Eğer Resulullah hayatta olsaydı ve senin kızını isteseydi, kızını ona verir miydin?
Yüce Ehlibeyt İmamları (a.s) ilâhî ilimleriyle kendilerinden sorulan her soruya doğru, tam ve soran kişinin anlayacağı şekilde cevap verirlerdi. Onlarla ilmî tartışmaya giren herkes, düşmanları da dâhil onların karşısında kendi acizliklerini; o yüce kişilerin ise geniş, kapsamlı ve üstün ilimlerini itiraf etmek zorunda kalırdı.
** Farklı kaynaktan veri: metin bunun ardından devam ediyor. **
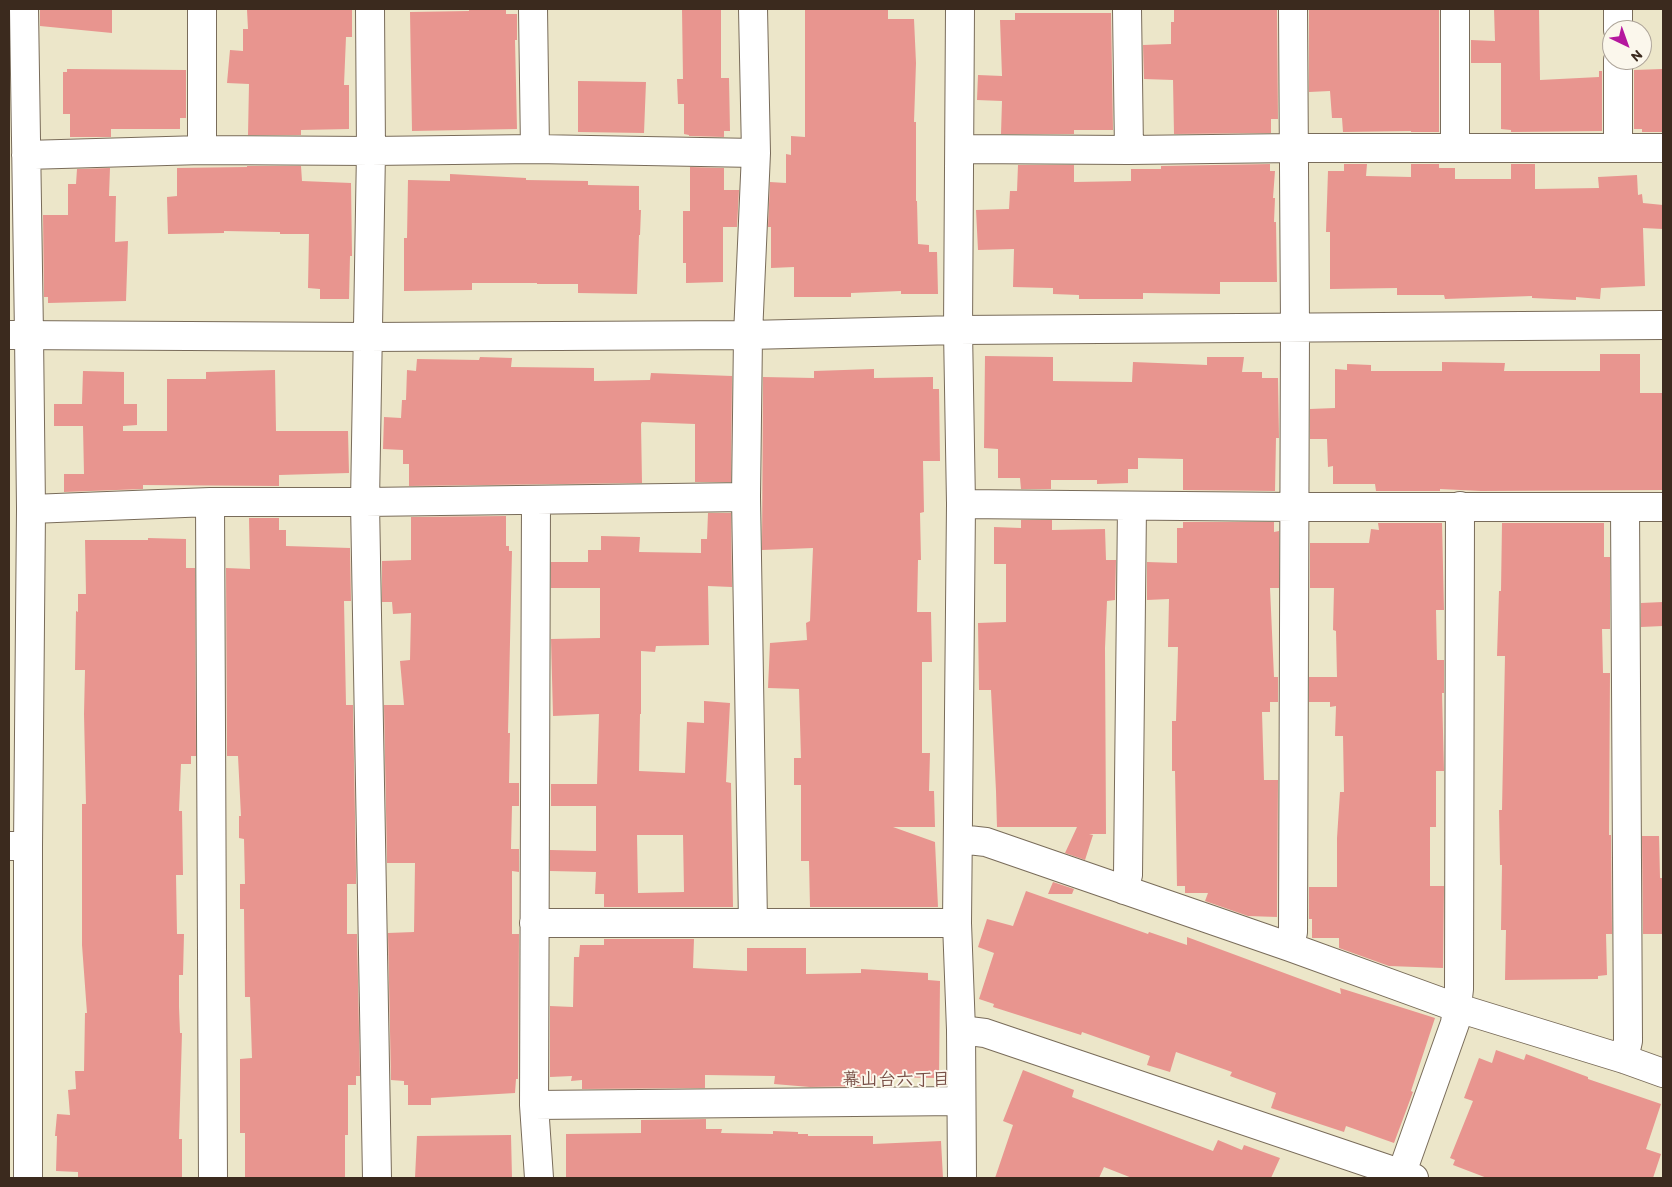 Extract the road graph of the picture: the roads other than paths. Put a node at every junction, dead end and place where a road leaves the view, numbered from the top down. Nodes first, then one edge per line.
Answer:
1 (24, 9) edge
2 (202, 9) edge
3 (370, 9) edge
4 (533, 9) edge
5 (753, 9) edge
6 (960, 9) edge
7 (1127, 9) edge
8 (1292, 9) edge
9 (1455, 9) edge
10 (1618, 70) edge
11 (1294, 148) junction
12 (1455, 148) junction
13 (1618, 148) junction
14 (1663, 148) edge
15 (961, 149) junction
16 (202, 150) junction
17 (536, 150) junction
18 (1129, 150) junction
19 (371, 151) junction
20 (756, 153) junction
21 (26, 155) junction
22 (1663, 325) edge
23 (1295, 327) junction
24 (958, 330) junction
25 (19, 335) edge
26 (748, 335) junction
27 (367, 337) junction
28 (746, 498) junction
29 (536, 500) junction
30 (210, 502) junction
31 (365, 502) junction
32 (961, 504) junction
33 (1132, 506) junction
34 (1460, 506) junction
35 (1294, 507) junction
36 (1625, 507) junction
37 (1663, 507) edge
38 (31, 509) junction
39 (959, 839) junction
40 (18, 846) edge
41 (1124, 890) junction
42 (534, 923) junction
43 (753, 923) junction
44 (957, 923) junction
45 (1290, 947) junction
46 (1458, 1008) junction
47 (961, 1030) junction
48 (1624, 1059) junction
49 (1663, 1073) edge
50 (962, 1101) junction
51 (534, 1105) junction
52 (1406, 1177) edge
53 (28, 1178) edge
54 (213, 1178) edge
55 (377, 1178) edge
56 (539, 1178) edge
57 (962, 1178) edge

1 - 21 street
2 - 16 street
3 - 19 street
4 - 17 street
5 - 20 street
6 - 15 street
7 - 18 street
8 - 11 street
9 - 12 street
10 - 13 street
11 - 12 street
11 - 18 street
11 - 23 street
12 - 13 street
13 - 14 street
15 - 18 street
15 - 24 street
16 - 19 street
16 - 21 street
17 - 19 street
17 - 20 street
19 - 27 street
20 - 26 street
21 - 25 street
22 - 23 street
23 - 24 street
23 - 35 street
24 - 26 street
24 - 32 street
25 - 27 street
25 - 38 street
26 - 27 street
26 - 28 street
27 - 31 street
28 - 29 street
28 - 43 street
29 - 31 street
29 - 42 street
30 - 31 street
30 - 38 street
30 - 54 street
31 - 55 street
32 - 33 street
32 - 39 street
33 - 35 street
33 - 41 street
34 - 35 street
34 - 36 street
34 - 46 street
35 - 45 street
36 - 37 street
36 - 48 street
38 - 40 street
39 - 41 street
39 - 44 street
40 - 53 street
41 - 45 street
42 - 43 street
42 - 51 street
43 - 44 street
44 - 47 street
45 - 46 street
46 - 48 street
46 - 52 street
47 - 50 street
47 - 52 street
48 - 49 street
50 - 51 street
50 - 57 street
51 - 56 street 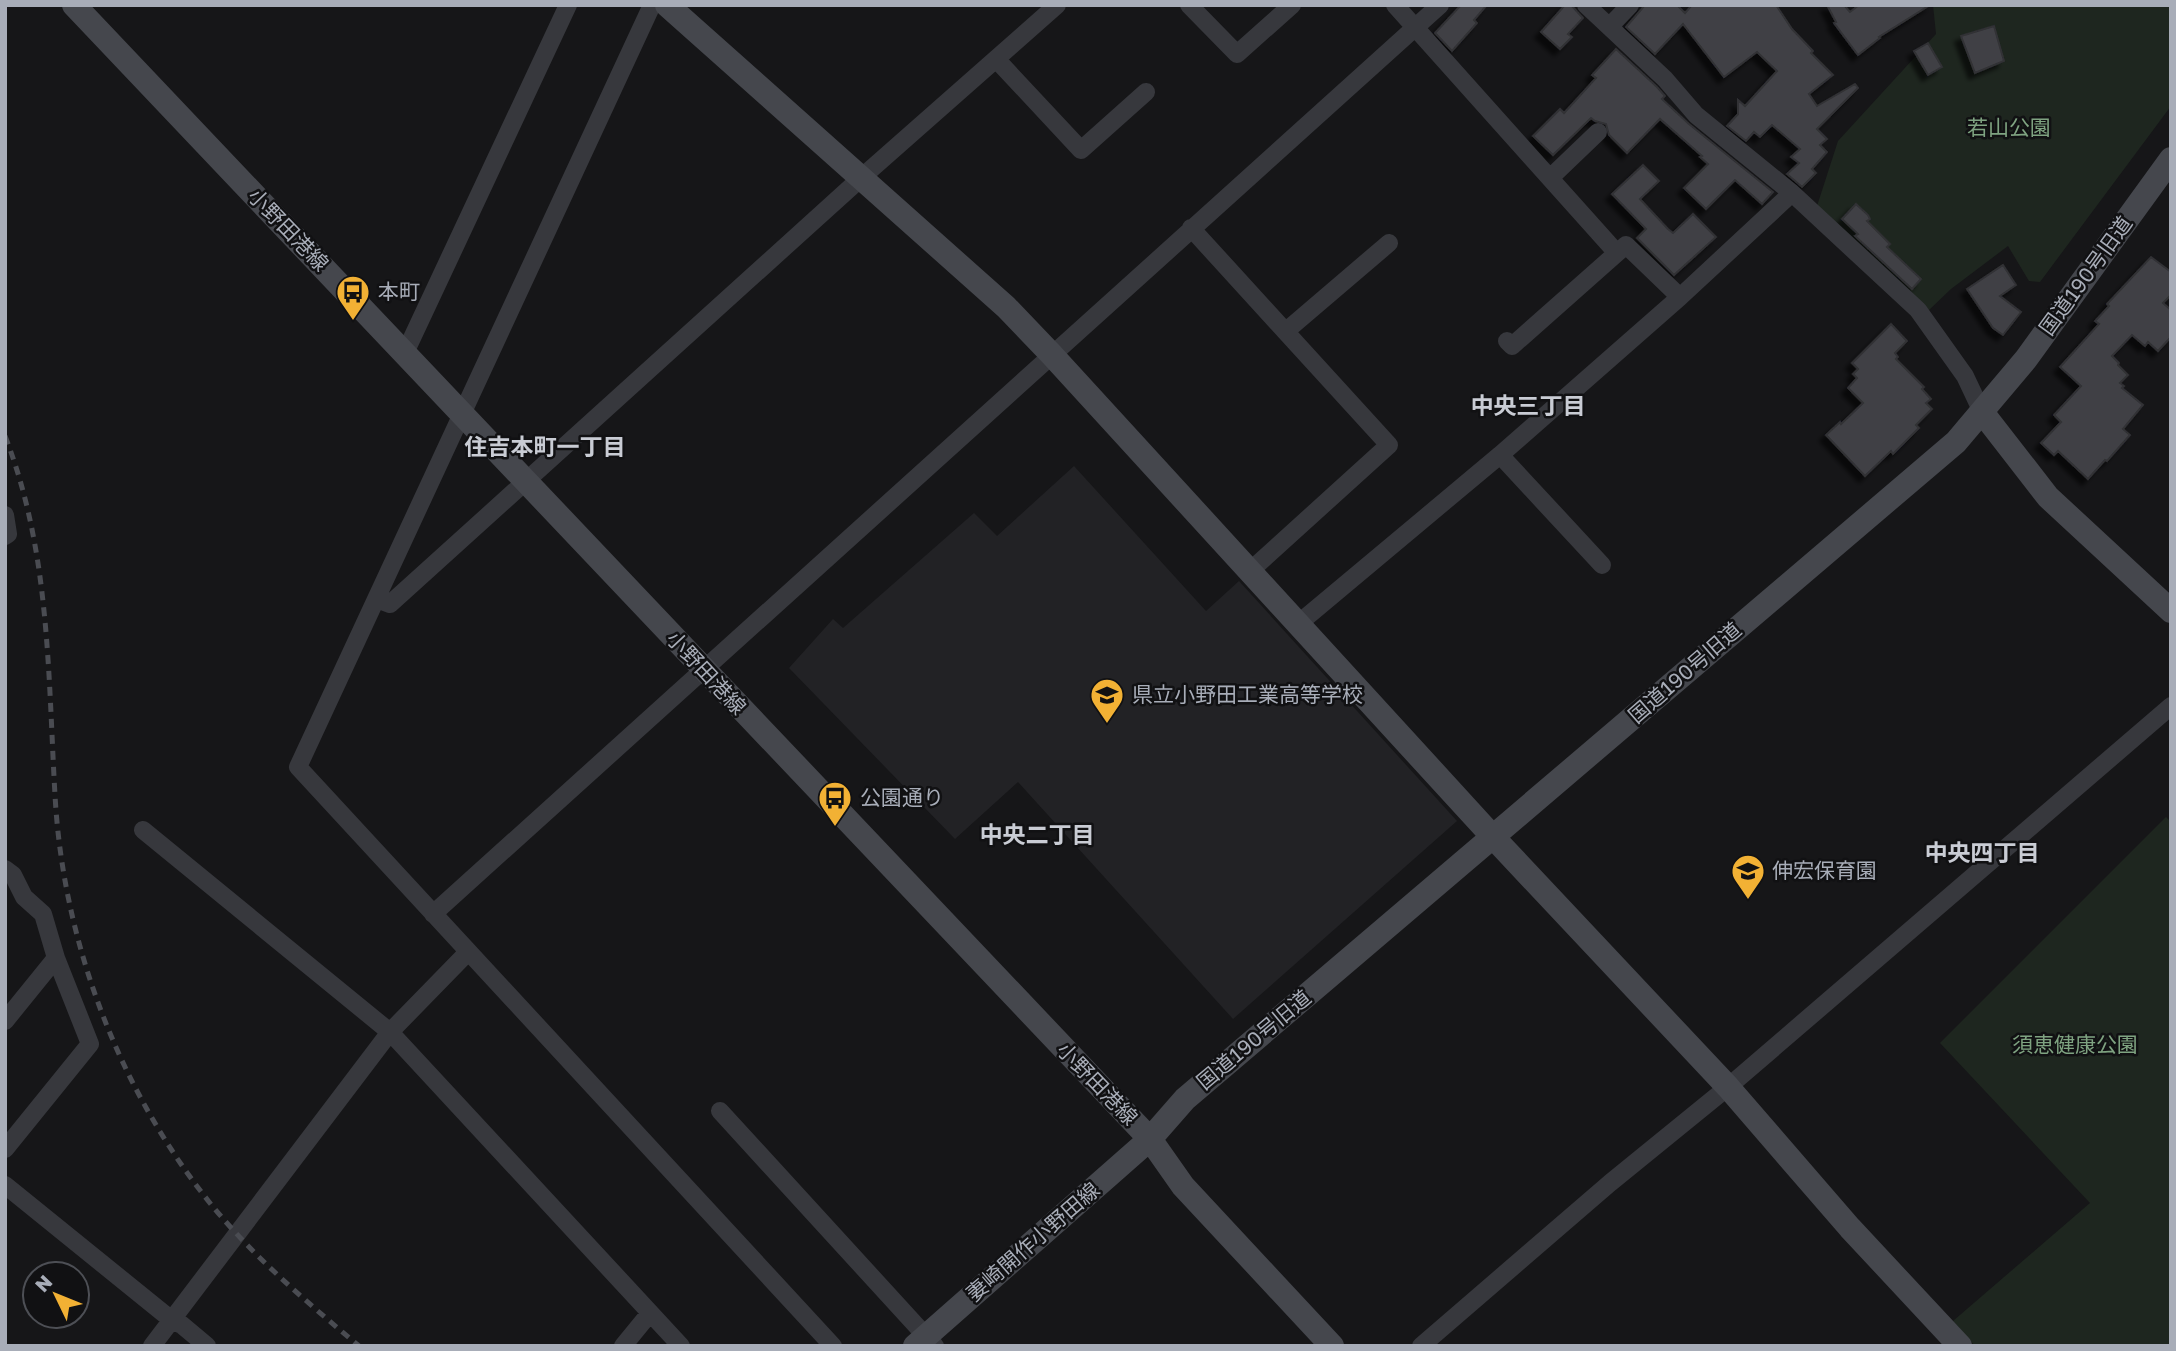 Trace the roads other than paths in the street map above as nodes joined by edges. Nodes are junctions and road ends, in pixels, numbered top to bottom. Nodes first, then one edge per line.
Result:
1 (74, 5) edge
2 (568, 5) edge
3 (652, 5) edge
4 (667, 5) edge
5 (1057, 5) edge
6 (1189, 5) edge
7 (1292, 5) edge
8 (1395, 5) edge
9 (1440, 5) edge
10 (1586, 5) edge
11 (1630, 5) edge
12 (1610, 26) junction
13 (1415, 29) junction
14 (997, 60) junction
15 (1146, 92) dead end
16 (1598, 132) dead end
17 (2171, 159) edge
18 (861, 178) junction
19 (1550, 178) junction
20 (1792, 193) junction
21 (1191, 229) junction
22 (1389, 243) dead end
23 (1616, 252) junction
24 (1679, 297) junction
25 (1286, 331) junction
26 (1507, 341) dead end
27 (405, 354) junction
28 (1052, 355) junction
29 (462, 412) junction
30 (1982, 412) junction
31 (1500, 455) junction
32 (526, 481) junction
33 (5, 515) edge
34 (5, 536) edge
35 (1602, 565) dead end
36 (1250, 571) junction
37 (377, 599) junction
38 (2171, 611) edge
39 (1298, 624) junction
40 (702, 669) junction
41 (2171, 706) edge
42 (143, 830) dead end
43 (1493, 837) junction
44 (5, 869) edge
45 (433, 914) junction
46 (468, 951) junction
47 (57, 958) junction
48 (5, 1021) edge
49 (390, 1032) junction
50 (1728, 1087) junction
51 (720, 1111) dead end
52 (1150, 1139) junction
53 (5, 1149) edge
54 (5, 1185) edge
55 (650, 1313) junction
56 (173, 1321) junction
57 (925, 1343) edge
58 (152, 1346) edge
59 (207, 1346) edge
60 (624, 1346) edge
61 (681, 1346) edge
62 (833, 1346) edge
63 (1332, 1346) edge
64 (1421, 1346) edge
65 (1960, 1346) edge

1 - 27 street, 小野田港線
2 - 27 street
3 - 29 street
4 - 18 street
5 - 14 street
6 - 7 street
8 - 13 street
9 - 13 street
10 - 12 street
11 - 12 street
12 - 20 street
13 - 19 street
13 - 21 street
14 - 15 street
14 - 18 street
16 - 19 street
17 - 30 street, 国道190号旧道
18 - 28 street
18 - 32 street
19 - 23 street
20 - 24 street
20 - 30 street
21 - 25 street
21 - 28 street
22 - 25 street
23 - 24 street
23 - 26 street
24 - 31 street
25 - 36 street
27 - 29 street, 小野田港線
28 - 36 street
28 - 40 street
29 - 32 street, 小野田港線
29 - 37 street
30 - 38 street
30 - 43 street, 国道190号旧道
31 - 35 street
31 - 39 street
32 - 37 street
32 - 40 street, 小野田港線
33 - 34 street
36 - 39 street
37 - 45 street
39 - 43 street
40 - 45 street
40 - 52 street, 小野田港線
41 - 50 street
42 - 49 street
43 - 50 street
43 - 52 street, 国道190号旧道
44 - 47 street
45 - 46 street
46 - 49 street
46 - 62 street
47 - 48 street
47 - 53 street
49 - 55 street
49 - 56 street
50 - 64 street
50 - 65 street
51 - 57 street
52 - 57 street, 妻崎開作小野田線
52 - 63 street, 小野田港線
54 - 56 street
55 - 60 street
55 - 61 street
56 - 58 street
56 - 59 street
Bir gün Harun Reşid, İmam'ı (a.s) Medine'den Bağdat'a getirerek onunla tartışmaya oturdu:
Harun: Size, bir süredir zihnimde dolaşıp duran ve şimdiye kadar hiç kimseye sormadığım bazı soruları sormak istiyorum. Bana, sizin hiçbir zaman yalan söylemediğinizi söylediler; o hâlde bana doğru cevap verin!
İmam (a.s): Eğer açıklama konusunda serbest isem, sorunuzu bildiğim kadarıyla sizi aydınlatırım.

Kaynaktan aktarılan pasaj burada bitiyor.